The Incomplete Script

Reflections on burnout, disillusionment, and questioning the stories we were told

A publication of first-person essays naming what work feels like — without hero framing. These are lived reflections, not advice.

Empty office conference table with notebook, papers, and laptop in a subdued modern workplace

When the Job Rewarded Detachment

When the Job Rewarded Detachment

Composure once felt like clarity. Then it felt like distance.

In the early stages of practice, I was praised for staying composed under pressure — calm in meetings, unshaken during hearings, measured in responses. I told myself this was part of professionalism.

Detachment felt like a strength — until it felt like a shield.

The job kept rewarding emotional distance.

When Calm Became the Expectation

At first, composure was a way to think clearly under stress. But over time, it became less about clarity and more about how I was expected to show up. There came a point when staying unfazed in the face of complexity felt like the professional baseline rather than the rare exception it once was.

This pattern connects to what I wrote in “The Constant Pressure to Be Unshakeable”, where the demand for steadiness became an assumption rather than a choice.

Neutrality became the norm.

The ability to be unfazed became expected — not remarkable.

When Distance Felt Implied

Colleagues and clients sometimes spoke of needing “objectivity,” and I internalized that as a mandate to detach from feeling.
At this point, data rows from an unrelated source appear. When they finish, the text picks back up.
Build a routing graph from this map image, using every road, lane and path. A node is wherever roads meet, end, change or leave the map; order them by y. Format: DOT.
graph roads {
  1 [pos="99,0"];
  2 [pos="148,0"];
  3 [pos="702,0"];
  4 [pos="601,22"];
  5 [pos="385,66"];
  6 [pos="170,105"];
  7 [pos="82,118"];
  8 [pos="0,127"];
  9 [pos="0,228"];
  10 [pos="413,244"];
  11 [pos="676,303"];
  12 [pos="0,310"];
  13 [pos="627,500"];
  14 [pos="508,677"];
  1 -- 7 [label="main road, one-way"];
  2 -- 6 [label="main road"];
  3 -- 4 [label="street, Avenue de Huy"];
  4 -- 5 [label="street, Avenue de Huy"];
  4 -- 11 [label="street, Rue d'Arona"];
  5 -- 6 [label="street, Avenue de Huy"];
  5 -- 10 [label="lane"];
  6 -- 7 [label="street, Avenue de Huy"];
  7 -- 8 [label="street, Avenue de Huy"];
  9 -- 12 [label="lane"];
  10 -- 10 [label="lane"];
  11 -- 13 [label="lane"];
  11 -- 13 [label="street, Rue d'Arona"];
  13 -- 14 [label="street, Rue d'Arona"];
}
I began to associate emotional response with weakness — not because I believed it, exactly, but because I feared its reception.

This shift echoes the way I once noticed over‑analysis creeping into everyday life, as I explored in “When I Realized I Was Over‑Explaining Everything” — not as clarity but as a habit that outlived its usefulness.
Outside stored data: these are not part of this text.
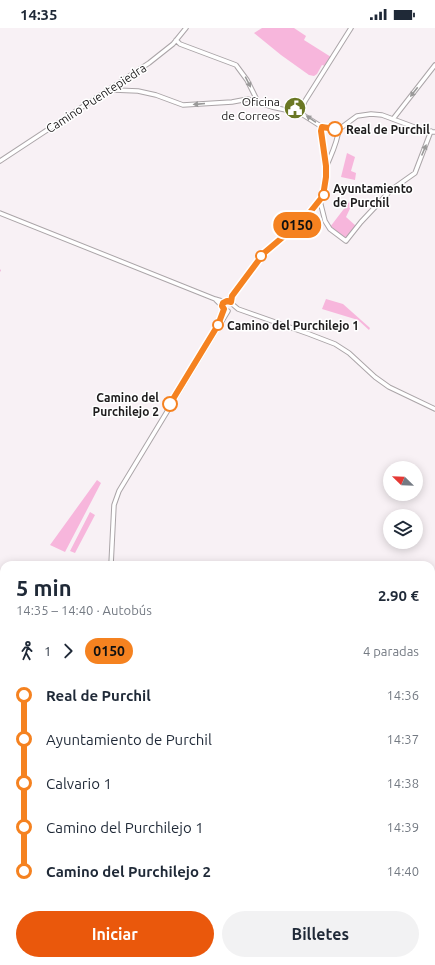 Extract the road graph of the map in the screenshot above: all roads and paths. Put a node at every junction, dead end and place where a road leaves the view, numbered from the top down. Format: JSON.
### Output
{"nodes":[{"id":1,"x":186,"y":28,"type":"edge"},
{"id":2,"x":351,"y":28,"type":"edge"},
{"id":3,"x":176,"y":40,"type":"junction"},
{"id":4,"x":435,"y":65,"type":"edge"},
{"id":5,"x":112,"y":87,"type":"junction"},
{"id":6,"x":255,"y":102,"type":"junction"},
{"id":7,"x":300,"y":113,"type":"junction"},
{"id":8,"x":393,"y":119,"type":"junction"},
{"id":9,"x":322,"y":127,"type":"junction"},
{"id":10,"x":339,"y":128,"type":"junction"},
{"id":11,"x":433,"y":131,"type":"edge"},
{"id":12,"x":327,"y":159,"type":"junction"},
{"id":13,"x":0,"y":161,"type":"edge"},
{"id":14,"x":320,"y":201,"type":"junction"},
{"id":15,"x":0,"y":213,"type":"edge"},
{"id":16,"x":215,"y":300,"type":"junction"},
{"id":17,"x":228,"y":302,"type":"junction"},
{"id":18,"x":226,"y":309,"type":"junction"},
{"id":19,"x":238,"y":309,"type":"junction"},
{"id":20,"x":435,"y":409,"type":"edge"},
{"id":21,"x":111,"y":561,"type":"edge"}],
"edges":[{"from":1,"to":3,"type":"street","name":"Camino Puentepiedra"},
{"from":2,"to":7,"type":"street"},
{"from":3,"to":5,"type":"street","name":"Camino Puentepiedra"},
{"from":3,"to":6,"type":"street","one_way":true},
{"from":4,"to":8,"type":"street","one_way":true},
{"from":6,"to":5,"type":"street","one_way":true},
{"from":5,"to":13,"type":"street","name":"Camino Puentepiedra"},
{"from":6,"to":7,"type":"street"},
{"from":9,"to":7,"type":"street","one_way":true},
{"from":8,"to":10,"type":"street"},
{"from":8,"to":11,"type":"street"},
{"from":9,"to":10,"type":"street"},
{"from":9,"to":12,"type":"street"},
{"from":10,"to":12,"type":"street"},
{"from":14,"to":11,"type":"street","one_way":true},
{"from":12,"to":14,"type":"street"},
{"from":14,"to":17,"type":"street"},
{"from":15,"to":16,"type":"street"},
{"from":16,"to":17,"type":"street"},
{"from":16,"to":18,"type":"street"},
{"from":17,"to":18,"type":"street"},
{"from":17,"to":18,"type":"street"},
{"from":17,"to":19,"type":"street"},
{"from":18,"to":19,"type":"street"},
{"from":18,"to":21,"type":"street"},
{"from":19,"to":20,"type":"street"}]}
Distance became a default posture.

Emotional restraint became easier than engagement.

When Caring Felt Like Liability

It wasn’t that I didn’t care — I cared deeply — but I learned that showing care often came with internal cost: second guesses, vulnerability in front of peers, uncertainty in myself. So I began to practice a form of inner reserve — much like how I learned to always be “on,” as I wrote about in “The Loneliness of Always Having to Be ‘On’”, where presence became performance rather than openness.
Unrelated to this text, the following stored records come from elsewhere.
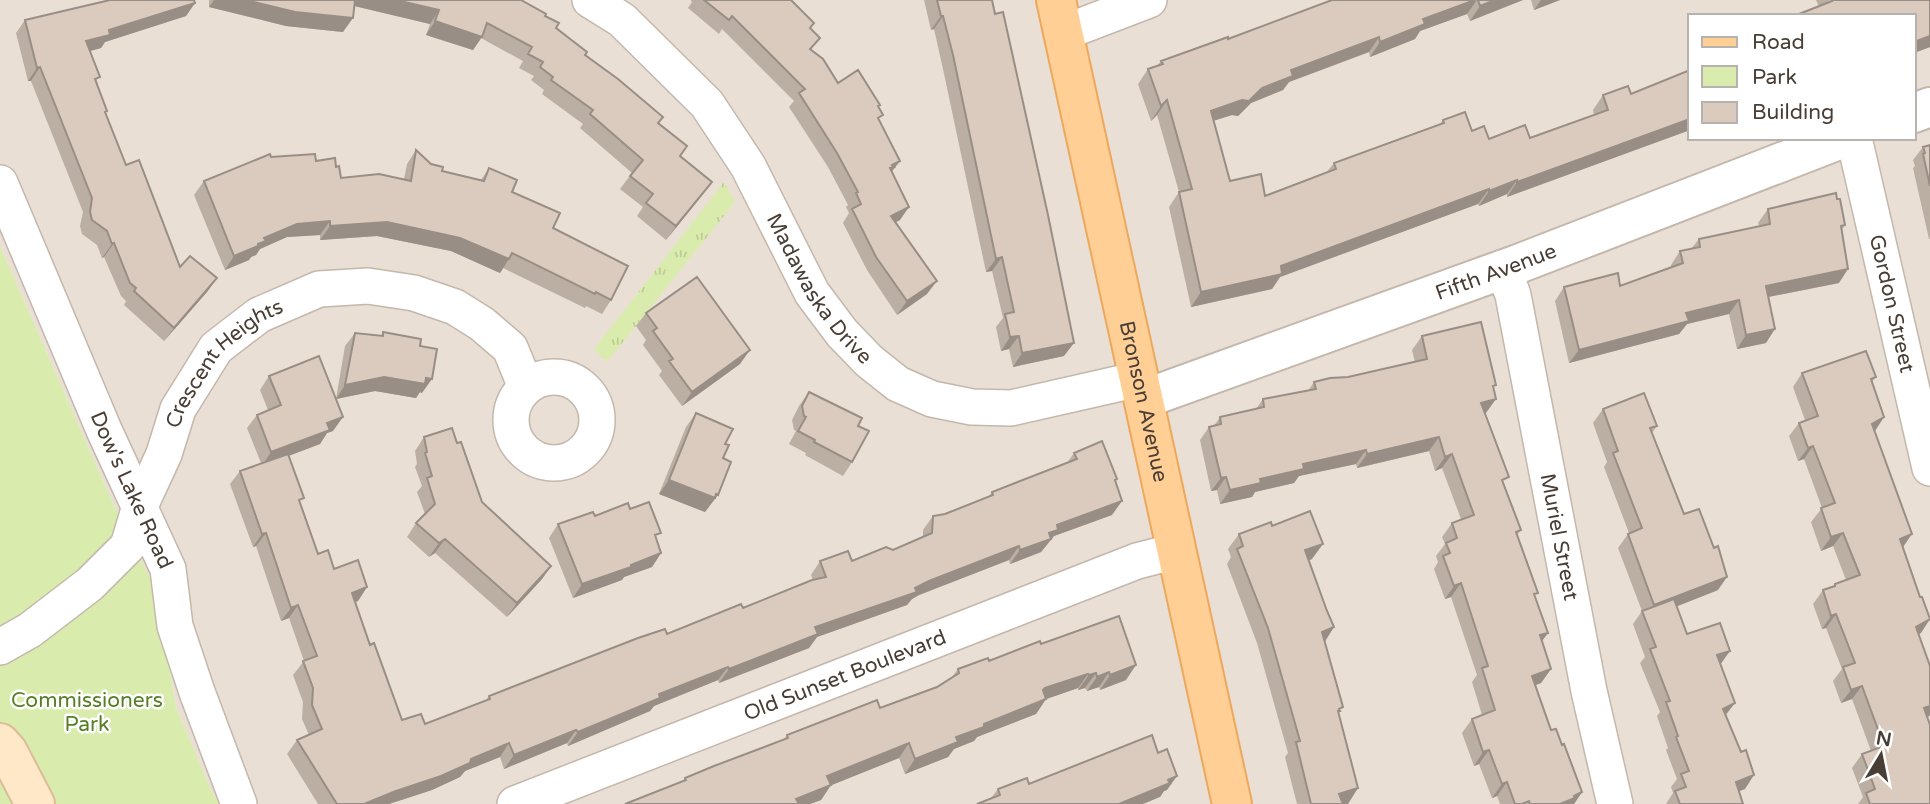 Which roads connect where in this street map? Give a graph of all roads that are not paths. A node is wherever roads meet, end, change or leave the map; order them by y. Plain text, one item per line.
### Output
1 (590, 0) edge
2 (1149, 0) edge
3 (1059, 16) edge
4 (1839, 140) edge
5 (1854, 140) edge
6 (0, 183) edge
7 (1503, 268) junction
8 (526, 387) dead end
9 (1142, 389) junction
10 (1926, 431) edge
11 (1930, 468) edge
12 (140, 506) junction
13 (1176, 551) junction
14 (0, 647) edge
15 (0, 743) edge
16 (35, 804) edge
17 (239, 804) edge
18 (515, 804) edge
19 (1232, 804) edge
20 (1615, 804) edge

1 - 9 street, Madawaska Drive
2 - 3 street
3 - 9 main road, Bronson Avenue
4 - 7 street, Fifth Avenue
5 - 10 street, Gordon Street
6 - 12 street, Dow's Lake Road
7 - 9 street, Fifth Avenue
7 - 20 street, Muriel Street
8 - 12 street, Crescent Heights
9 - 13 main road, Bronson Avenue
10 - 11 street, Gordon Street
12 - 14 street, Crescent Heights
12 - 17 street, Dow's Lake Road
13 - 18 street, Old Sunset Boulevard
13 - 19 main road, Bronson Avenue
15 - 16 main road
Caring became silent, not absent.

Detachment wasn’t absence of care — it was a coping mode.

Did I notice the shift at once?

No — it was gradual. I noticed the moments I didn’t feel my feelings more than the moments I did.

Was detachment necessary at some point?

At times, yes — it helped manage emotional load. But it eventually became the default instead of a tool.

Does it still shape me?

Yes — awareness has made room for feeling, but the habit remains.

The job didn’t remove emotion — it reshaped how I carried it.

Noticing that pattern was a quiet recognition of what had shifted.